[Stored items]
——
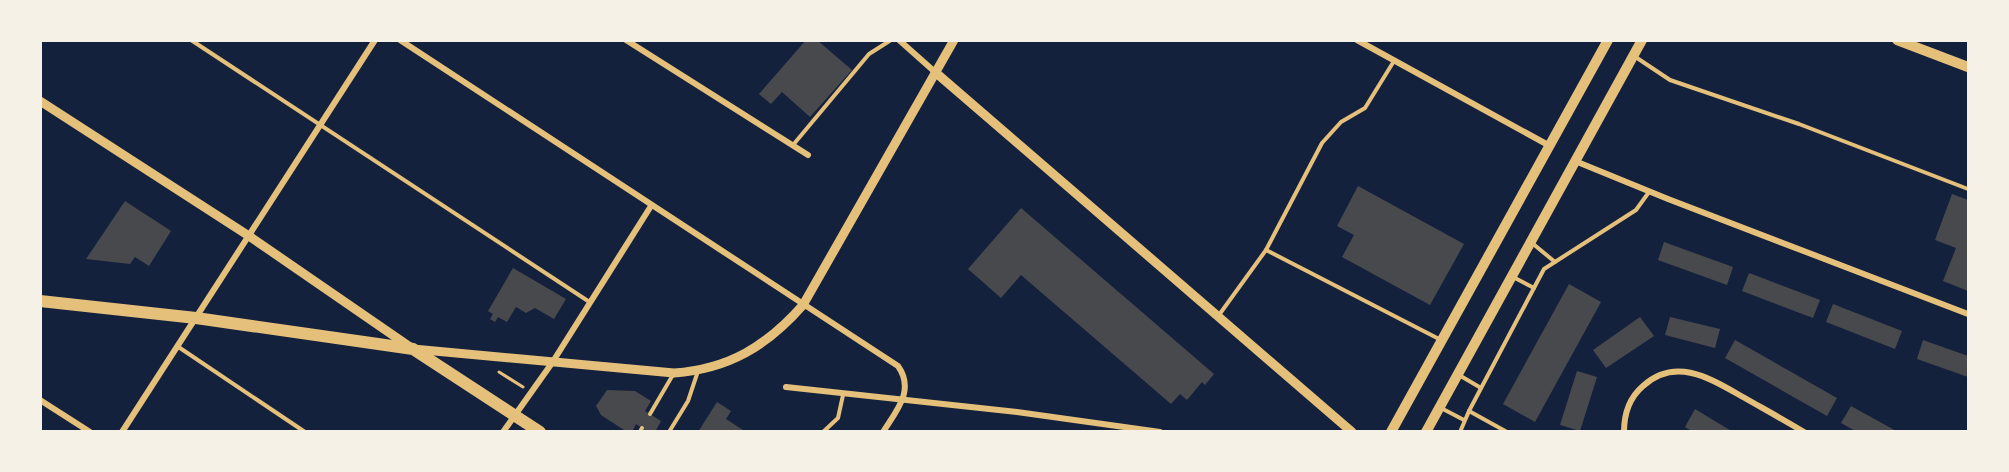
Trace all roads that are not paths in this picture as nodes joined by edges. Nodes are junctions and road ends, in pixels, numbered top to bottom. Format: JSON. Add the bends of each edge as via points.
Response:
{"nodes":[{"id":1,"x":191,"y":40,"type":"edge"},
{"id":2,"x":375,"y":40,"type":"edge"},
{"id":3,"x":399,"y":40,"type":"edge"},
{"id":4,"x":626,"y":40,"type":"edge"},
{"id":5,"x":891,"y":40,"type":"edge"},
{"id":6,"x":899,"y":40,"type":"edge"},
{"id":7,"x":954,"y":40,"type":"edge"},
{"id":8,"x":1357,"y":40,"type":"edge"},
{"id":9,"x":1608,"y":40,"type":"edge"},
{"id":10,"x":1642,"y":40,"type":"edge"},
{"id":11,"x":1897,"y":40,"type":"edge"},
{"id":12,"x":1634,"y":55,"type":"junction"},
{"id":13,"x":1394,"y":61,"type":"junction"},
{"id":14,"x":1968,"y":68,"type":"edge"},
{"id":15,"x":935,"y":72,"type":"junction"},
{"id":16,"x":40,"y":101,"type":"edge"},
{"id":17,"x":321,"y":124,"type":"junction"},
{"id":18,"x":793,"y":145,"type":"junction"},
{"id":19,"x":1550,"y":146,"type":"junction"},
{"id":20,"x":808,"y":155,"type":"dead end"},
{"id":21,"x":1575,"y":161,"type":"junction"},
{"id":22,"x":1968,"y":189,"type":"edge"},
{"id":23,"x":1650,"y":191,"type":"junction"},
{"id":24,"x":651,"y":206,"type":"junction"},
{"id":25,"x":249,"y":236,"type":"junction"},
{"id":26,"x":1531,"y":241,"type":"junction"},
{"id":27,"x":1266,"y":250,"type":"junction"},
{"id":28,"x":1555,"y":262,"type":"junction"},
{"id":29,"x":1512,"y":276,"type":"junction"},
{"id":30,"x":1534,"y":288,"type":"junction"},
{"id":31,"x":40,"y":301,"type":"edge"},
{"id":32,"x":588,"y":302,"type":"junction"},
{"id":33,"x":803,"y":305,"type":"junction"},
{"id":34,"x":1968,"y":314,"type":"edge"},
{"id":35,"x":1218,"y":316,"type":"junction"},
{"id":36,"x":196,"y":318,"type":"junction"},
{"id":37,"x":1442,"y":340,"type":"junction"},
{"id":38,"x":177,"y":346,"type":"junction"},
{"id":39,"x":413,"y":349,"type":"junction"},
{"id":40,"x":552,"y":363,"type":"junction"},
{"id":41,"x":698,"y":371,"type":"junction"},
{"id":42,"x":674,"y":373,"type":"junction"},
{"id":43,"x":1458,"y":374,"type":"junction"},
{"id":44,"x":786,"y":387,"type":"dead end"},
{"id":45,"x":1481,"y":388,"type":"junction"},
{"id":46,"x":843,"y":395,"type":"junction"},
{"id":47,"x":40,"y":400,"type":"edge"},
{"id":48,"x":902,"y":401,"type":"junction"},
{"id":49,"x":1440,"y":407,"type":"junction"},
{"id":50,"x":1469,"y":411,"type":"junction"},
{"id":51,"x":650,"y":414,"type":"dead end"},
{"id":52,"x":514,"y":415,"type":"junction"},
{"id":53,"x":1464,"y":420,"type":"junction"},
{"id":54,"x":90,"y":432,"type":"edge"},
{"id":55,"x":122,"y":432,"type":"edge"},
{"id":56,"x":305,"y":432,"type":"edge"},
{"id":57,"x":503,"y":432,"type":"edge"},
{"id":58,"x":540,"y":432,"type":"edge"},
{"id":59,"x":669,"y":432,"type":"edge"},
{"id":60,"x":823,"y":432,"type":"edge"},
{"id":61,"x":884,"y":432,"type":"edge"},
{"id":62,"x":1160,"y":432,"type":"edge"},
{"id":63,"x":1352,"y":432,"type":"edge"},
{"id":64,"x":1391,"y":432,"type":"edge"},
{"id":65,"x":1426,"y":432,"type":"edge"},
{"id":66,"x":1460,"y":432,"type":"edge"},
{"id":67,"x":1507,"y":432,"type":"edge"},
{"id":68,"x":1624,"y":432,"type":"edge"},
{"id":69,"x":1804,"y":432,"type":"edge"}],
"edges":[{"from":1,"to":17,"type":"lane"},
{"from":2,"to":17,"type":"street"},
{"from":3,"to":24,"type":"street"},
{"from":4,"to":18,"type":"street"},
{"from":5,"to":18,"type":"lane","via":[[869,54]]},
{"from":6,"to":15,"type":"street"},
{"from":7,"to":15,"type":"street"},
{"from":8,"to":13,"type":"street"},
{"from":9,"to":19,"type":"main road"},
{"from":10,"to":12,"type":"main road"},
{"from":11,"to":14,"type":"main road"},
{"from":12,"to":21,"type":"main road"},
{"from":12,"to":22,"type":"lane","via":[[1670,80]]},
{"from":13,"to":19,"type":"street"},
{"from":13,"to":27,"type":"lane","via":[[1365,108],[1341,122],[1322,143]]},
{"from":15,"to":33,"type":"street"},
{"from":15,"to":35,"type":"street"},
{"from":16,"to":25,"type":"street"},
{"from":17,"to":25,"type":"street"},
{"from":17,"to":32,"type":"lane"},
{"from":18,"to":20,"type":"street"},
{"from":19,"to":37,"type":"main road"},
{"from":21,"to":23,"type":"street"},
{"from":21,"to":26,"type":"main road"},
{"from":23,"to":28,"type":"lane","via":[[1636,210]]},
{"from":23,"to":34,"type":"street"},
{"from":24,"to":32,"type":"street"},
{"from":24,"to":33,"type":"street"},
{"from":25,"to":36,"type":"street"},
{"from":25,"to":39,"type":"street"},
{"from":26,"to":28,"type":"lane"},
{"from":26,"to":29,"type":"main road"},
{"from":27,"to":35,"type":"lane"},
{"from":27,"to":37,"type":"lane"},
{"from":28,"to":30,"type":"lane","via":[[1544,268]]},
{"from":29,"to":30,"type":"lane"},
{"from":29,"to":43,"type":"main road"},
{"from":30,"to":45,"type":"lane"},
{"from":31,"to":36,"type":"main road"},
{"from":32,"to":40,"type":"street"},
{"from":33,"to":41,"type":"street","via":[[763,344],[723,364]]},
{"from":33,"to":48,"type":"street","via":[[898,366],[907,384]]},
{"from":35,"to":63,"type":"street"},
{"from":36,"to":38,"type":"street"},
{"from":36,"to":39,"type":"main road"},
{"from":37,"to":64,"type":"main road"},
{"from":38,"to":55,"type":"street"},
{"from":38,"to":56,"type":"lane"},
{"from":39,"to":40,"type":"street"},
{"from":39,"to":52,"type":"main road"},
{"from":40,"to":42,"type":"street"},
{"from":40,"to":52,"type":"street"},
{"from":41,"to":42,"type":"street"},
{"from":41,"to":59,"type":"lane","via":[[688,401]]},
{"from":42,"to":51,"type":"lane"},
{"from":43,"to":45,"type":"lane"},
{"from":43,"to":49,"type":"main road"},
{"from":44,"to":46,"type":"street"},
{"from":45,"to":50,"type":"lane"},
{"from":46,"to":48,"type":"street"},
{"from":46,"to":60,"type":"lane","via":[[838,418]]},
{"from":47,"to":54,"type":"street"},
{"from":48,"to":61,"type":"street"},
{"from":48,"to":62,"type":"street"},
{"from":49,"to":53,"type":"lane"},
{"from":49,"to":65,"type":"main road"},
{"from":50,"to":53,"type":"lane"},
{"from":50,"to":67,"type":"lane"},
{"from":52,"to":57,"type":"street"},
{"from":52,"to":58,"type":"main road"},
{"from":53,"to":66,"type":"lane"},
{"from":68,"to":69,"type":"street","via":[[1625,415],[1636,392],[1663,373],[1680,370],[1706,376]]}]}
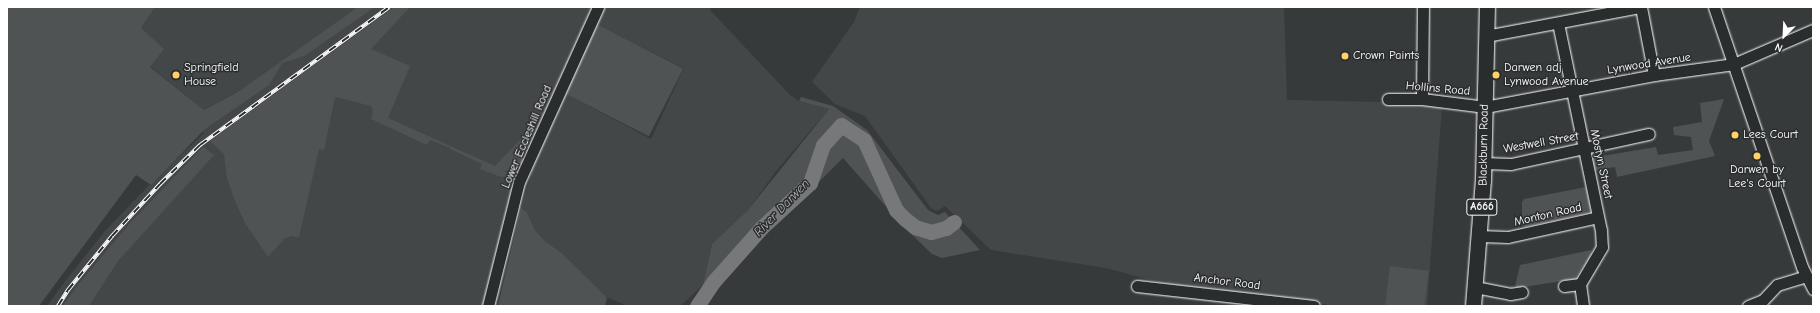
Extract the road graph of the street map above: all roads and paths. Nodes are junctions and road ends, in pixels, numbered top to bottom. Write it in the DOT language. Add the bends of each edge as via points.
graph roads {
  1 [pos="598,7"];
  2 [pos="1423,7"];
  3 [pos="1487,7"];
  4 [pos="1640,7"];
  5 [pos="1714,7"];
  6 [pos="1558,23"];
  7 [pos="1813,30"];
  8 [pos="1486,36"];
  9 [pos="1734,64"];
  10 [pos="1654,75"];
  11 [pos="1571,90"];
  12 [pos="1388,99"];
  13 [pos="1422,99"];
  14 [pos="1485,107"];
  15 [pos="1649,134"];
  16 [pos="1584,148"];
  17 [pos="1484,163"];
  18 [pos="1598,217"];
  19 [pos="1480,236"];
  20 [pos="1806,276"];
  21 [pos="1580,284"];
  22 [pos="1137,286"];
  23 [pos="1564,286"];
  24 [pos="1475,287"];
  25 [pos="1813,289"];
  26 [pos="1522,292"];
  27 [pos="1764,303"];
  28 [pos="488,306"];
  29 [pos="1314,306"];
  30 [pos="1473,306"];
  31 [pos="1583,306"];
  32 [pos="1748,306"];
  1 -- 28 [label="street, Lower Eccleshill Road" via="519,182"];
  2 -- 13 [label="street"];
  3 -- 8 [label="highway, Blackburn Road / A666"];
  4 -- 6 [label="street"];
  4 -- 10 [label="street"];
  5 -- 9 [label="street"];
  6 -- 8 [label="street"];
  6 -- 11 [label="street, Mostyn Street"];
  7 -- 9 [label="street, Lynwood Avenue"];
  8 -- 14 [label="highway, Blackburn Road / A666"];
  9 -- 10 [label="street, Lynwood Avenue"];
  9 -- 20 [label="street"];
  10 -- 11 [label="street, Lynwood Avenue"];
  11 -- 14 [label="street, Lynwood Avenue"];
  11 -- 16 [label="street, Mostyn Street"];
  12 -- 13 [label="street, Hollins Road"];
  13 -- 14 [label="street, Hollins Road"];
  14 -- 17 [label="highway, Blackburn Road / A666"];
  15 -- 16 [label="street, Westwell Street"];
  16 -- 17 [label="street, Westwell Street" via="1511,164"];
  16 -- 18 [label="street, Mostyn Street"];
  17 -- 19 [label="highway, Blackburn Road / A666"];
  18 -- 19 [label="street, Monton Road" via="1508,237"];
  18 -- 21 [label="street, Mostyn Street" via="1602,247"];
  19 -- 24 [label="highway, Blackburn Road / A666"];
  20 -- 25 [label="street"];
  20 -- 27 [label="street" via="1777,285 1769,291"];
  21 -- 23 [label="street"];
  21 -- 31 [label="street"];
  22 -- 29 [label="street, Anchor Road"];
  24 -- 26 [label="street" via="1510,294"];
  24 -- 30 [label="highway, Blackburn Road / A666"];
  27 -- 32 [label="street"];
}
——
Go through the records and pull out each line that includes the word "Avenue".

  7 -- 9 [label="street, Lynwood Avenue"];
  9 -- 10 [label="street, Lynwood Avenue"];
  10 -- 11 [label="street, Lynwood Avenue"];
  11 -- 14 [label="street, Lynwood Avenue"];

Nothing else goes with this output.